The church is daily exposed to the needs of the world around it, and chaplains, filled with the same Spirit as Christ and the Apostles, are given the opportunity to be living demonstrations of God’s love to those they encounter in their journeys of pain, sickness, and death. Only when chaplains love even the sickest of modern society, people who are much like they are, in the same manner in which they love themselves, will they fulfill the commandment to love God with all of their heart, mind, and strength. “The [chaplain as a] Christian… salt for society, becomes a vehicle for God to reach out to a misguided, oblivious world that so desperately needs His touch.” For now, until that completeness, the chaplain has three responsibilities, which will lead us toward that consummation: Trust steadily in God, hope unswervingly, love extravagantly. And the best of the three is love (1 Corinthians 13:13).

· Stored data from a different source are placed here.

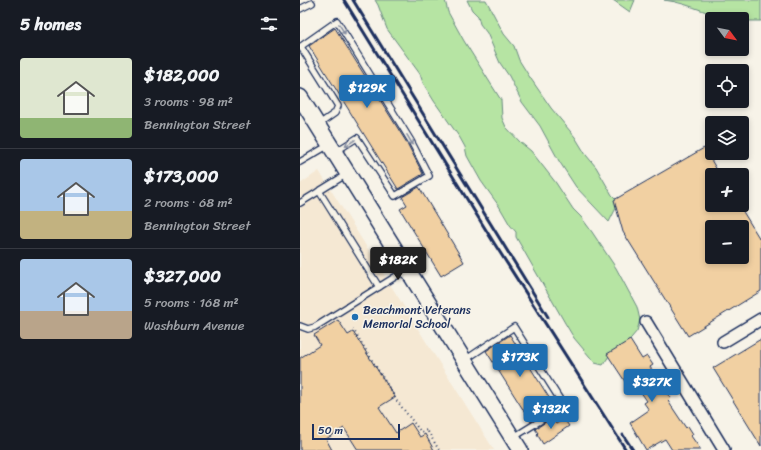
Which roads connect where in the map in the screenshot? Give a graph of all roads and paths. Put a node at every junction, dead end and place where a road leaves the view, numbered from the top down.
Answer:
1 (312, 3) dead end
2 (300, 9) edge
3 (301, 47) edge
4 (300, 97) edge
5 (318, 125) junction
6 (332, 148) junction
7 (300, 162) edge
8 (348, 174) junction
9 (319, 191) junction
10 (300, 203) edge
11 (407, 270) junction
12 (379, 287) junction
13 (761, 319) edge
14 (646, 322) dead end
15 (300, 326) edge
16 (353, 330) dead end
17 (723, 342) dead end
18 (464, 360) junction
19 (516, 444) edge
20 (439, 450) edge
21 (724, 450) edge

1 - 2 lane
3 - 5 lane
3 -> 6 lane
4 - 5 main road
5 - 6 main road
6 - 7 lane
6 - 8 main road
8 - 9 lane
8 - 11 main road
9 - 10 lane
9 - 12 lane
11 - 12 lane
11 - 18 main road
12 - 15 lane
13 - 17 street
14 - 21 street
16 - 20 path
18 - 19 main road
18 - 19 lane

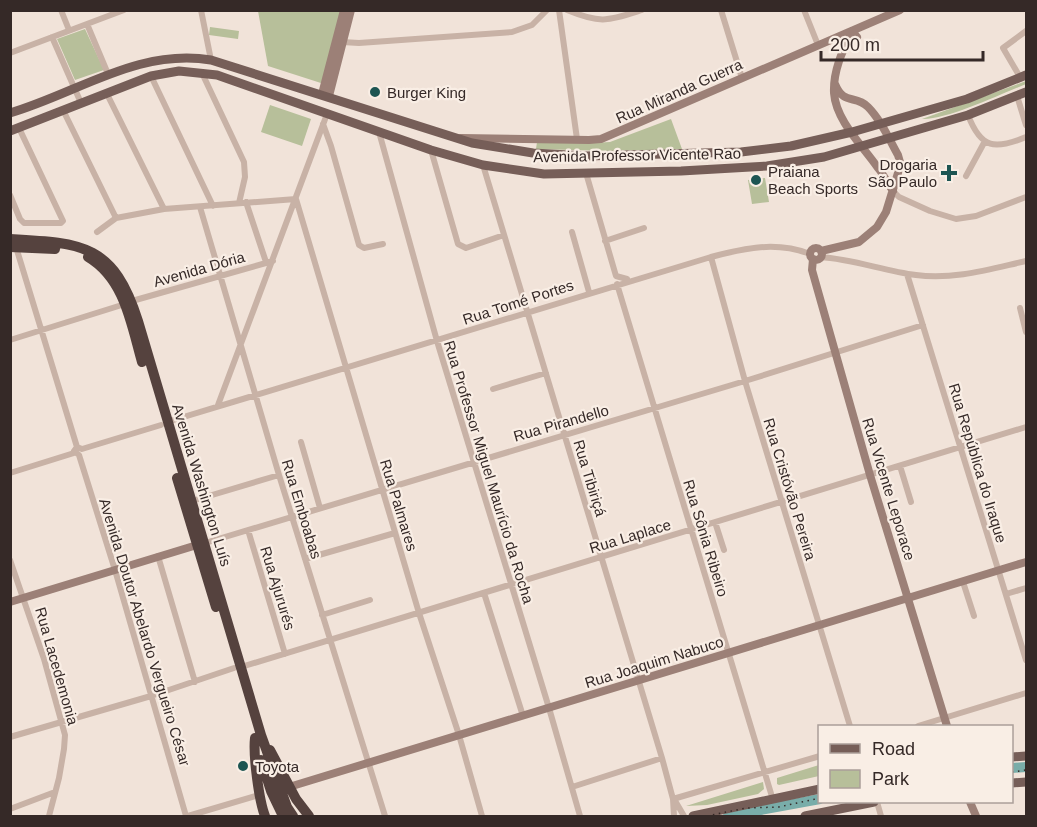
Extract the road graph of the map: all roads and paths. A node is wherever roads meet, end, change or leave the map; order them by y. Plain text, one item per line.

I wrote these words last week after I had been called to a series of particularly difficult deathbed scenes. The first one was the most horrible death as can be imagined. The lady had a bedsore so bad that her bowels had come through the sore in her buttocks area and burst. The smells were indescribable and the death was excruciating for the client, the family, and the staff. The second was to a death of the most dysfunctional family one could encounter, with physical fighting, cursing, and blaming going on all around the staff. It is the job of the chaplain, as the emissary of God, filled with God’s Holy Spirit, to walk into these situations and, like Jesus did to the natural elements, speak peace and hope into the lives of the grieving families. For me, it would not be a job I could do unless I was convinced that God goes both with me and before me. Furthermore, it is my sincere hope that when I leave, I leave some of God with those that stay.